Оба класса пытливо всматриваются в моё лицо, переглядываются между собой и, наконец, выносят вердикт: да, их учительница точно была на войне…
Не люблю разочаровывать детей, но иногда приходится это делать…
Первый и третий класс-комплект вела Тоня из Таштагола, такая же выпускница средней школы, как и я, но ей было проще, потому что её мама – учительница начальных классов. Если бы мне дали
первоклашек, я бы их вряд ли смогла научить писать и читать с нуля… а, может, и смогла бы…
В нашей школе не было учителей с законченным высшим образованием. Может, Николай Феоктистович, и то вряд ли. Он преподавал химию, но большая часть его рабочего времени уходила на то, чтобы устранять неполадки отопительной системы: гнилые трубы прорывало без конца, причём каждый раз в разных местах. К ликвидации прорывов привлекались старшеклассники. Когда одному из них пришлось сдавать вступительный экзамен по химии в техникум, он его завалил. «Николай Феоктистович ничему нас не научил», – жаловался он потом своей маме. Мог бы не жаловаться, а просто попросить директора позаниматься с ним перед экзаменом индивидуально – советские учителя были людьми безотказными и бескорыстными, а Феоктистыч уж точно никогда бы не отказал…
Был в нашем учительском коллективе ещё один мужчина, преподаватель физики Владимир Иванович, тихий, обходительный, лет около тридцати, говорил вкрадчиво, манерами отличался приятными… Физик берёг своё здоровье и никакого участия в ликвидации прорывов теплосистемы не принимал. Местные учительницы (он тоже был местным) относились к нему как к подруге. В холодную погоду он непринуждённо спрашивал утром в учительской, не забыли ли мы надеть тёплые рейтузы, и заботливо запускал руку под подол той, которая стояла ближе, если точно знал, что девушка взбрыкивать не станет, будет стоять смирно, пока его рука ощупывает, обтянуты её ляжки спасительным китайским начёсом или нет. Обычно под руку попадала Анджела, высокая, рыжая, безмятежная мать-одиночка из местных, женщина рубенсовского типа…

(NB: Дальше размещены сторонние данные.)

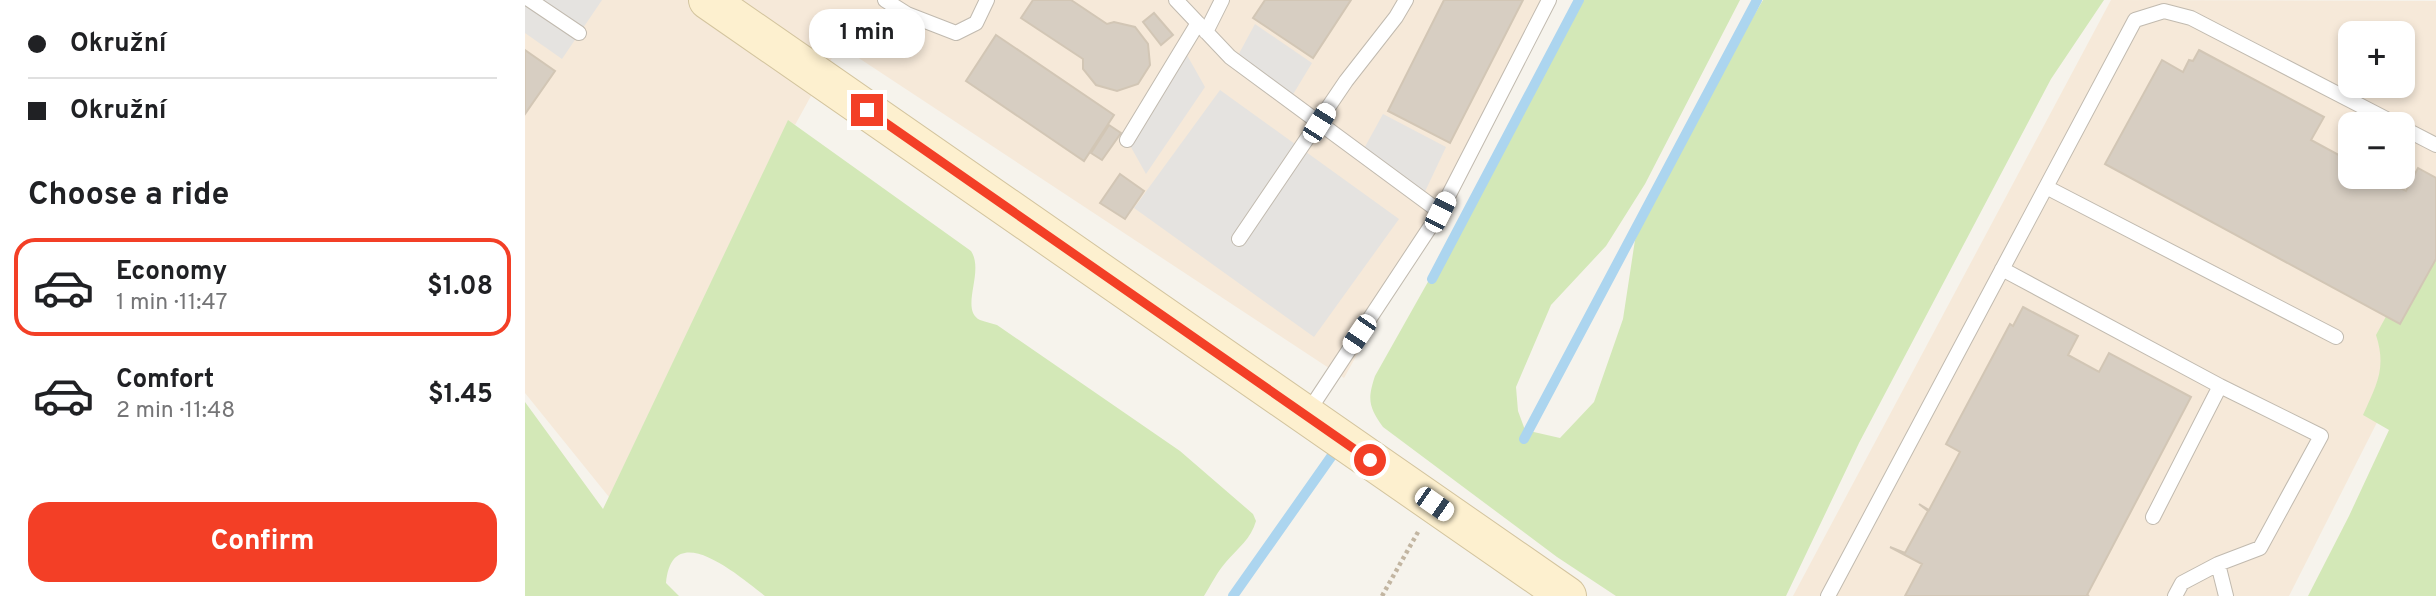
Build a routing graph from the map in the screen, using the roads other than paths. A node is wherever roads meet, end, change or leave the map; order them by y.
1 (530, 0) edge
2 (708, 0) edge
3 (885, 0) edge
4 (987, 0) edge
5 (1176, 0) edge
6 (1222, 0) edge
7 (1406, 0) edge
8 (1549, 0) edge
9 (1202, 27) junction
10 (579, 33) dead end
11 (2373, 112) edge
12 (1319, 123) junction
13 (2415, 134) edge
14 (1127, 140) dead end
15 (2436, 145) edge
16 (2046, 187) junction
17 (1440, 212) junction
18 (1239, 239) dead end
19 (2002, 269) junction
20 (2336, 338) dead end
21 (2220, 386) junction
22 (1306, 415) junction
23 (2153, 517) dead end
24 (2218, 564) junction
25 (1567, 596) edge
26 (1828, 596) edge
27 (2175, 596) edge
28 (2226, 596) edge

1 - 10 lane
2 - 22 main road
3 - 4 lane
5 - 9 lane
6 - 9 lane
7 - 12 lane
8 - 17 lane
9 - 12 lane
9 - 14 lane
11 - 16 lane
12 - 17 lane
12 - 18 lane
13 - 15 lane
16 - 19 lane
16 - 20 lane
17 - 22 lane
19 - 21 lane
19 - 26 lane
21 - 23 lane
21 - 24 lane
22 - 25 main road
24 - 27 lane
24 - 28 lane

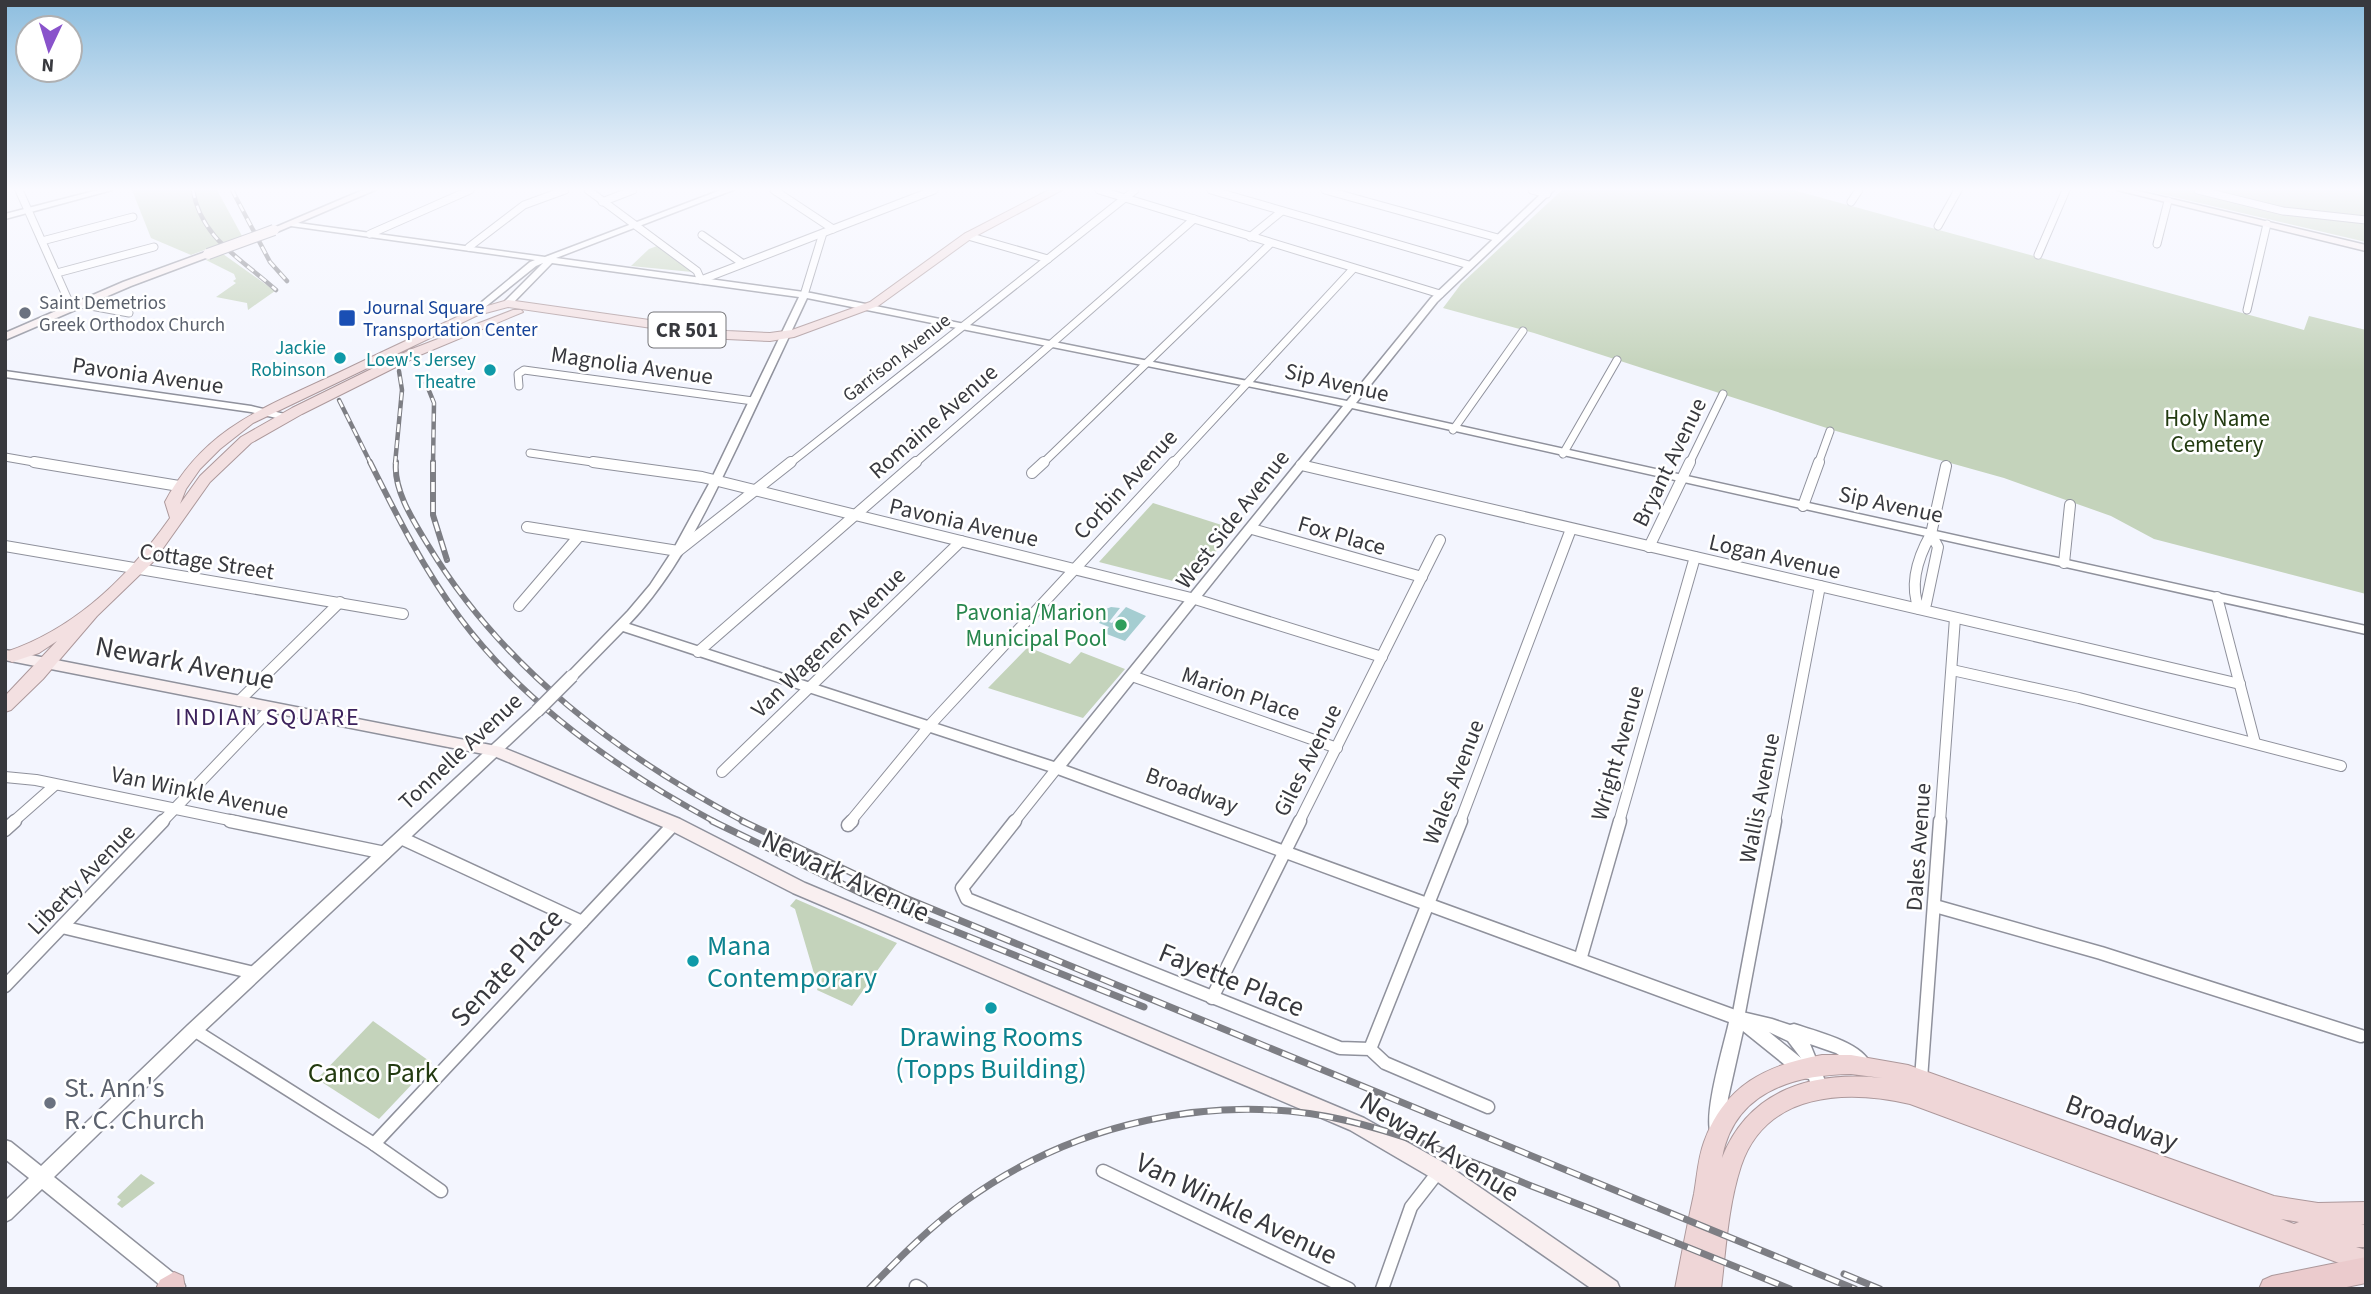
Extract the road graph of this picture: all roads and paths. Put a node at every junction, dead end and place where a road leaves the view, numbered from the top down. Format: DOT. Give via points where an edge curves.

В наших застольях он участия не принимал. Мы даже грешным делом предполагали, что Владимир Иванович какой-нибудь порченый и по этой причине не пьёт и девушек не любит. Но пришла весна, и он сильно озадачил нас, неожиданно женившись на местной медсестре, немолодой, но очень доброй девушке.
Той же весной вышла замуж и моя коллега по начальным классам, Тоня, за местного парня Гену Хаустова. Его мама работала при школе кочегаром, и, наверно, приглядела для себя невестку. Тоня и Гена выглядели гармоничной парой: спокойные, серьёзные, обстоятельные. Когда через год проездом через Таштагол я зашла к ним, они уже нянчили славненького карапуза…
Застолья были у нас довольно частым явлением: надо же как-то зиму коротать. В школе мы отмечали праздники вместе с кочегарами и техничками, добрыми людьми с душой нараспашку. Подвыпив, они пускались в пляс с частушками типа:
Говорят, что я стара,
только мне не верится!
Ну кака же я стара –
Во мне всё шевелится!
Были частушки и позабористей: «Во дворе у нас растёт вика с чечевикою. Поднимите мне подол: я пойду….»… Смешные!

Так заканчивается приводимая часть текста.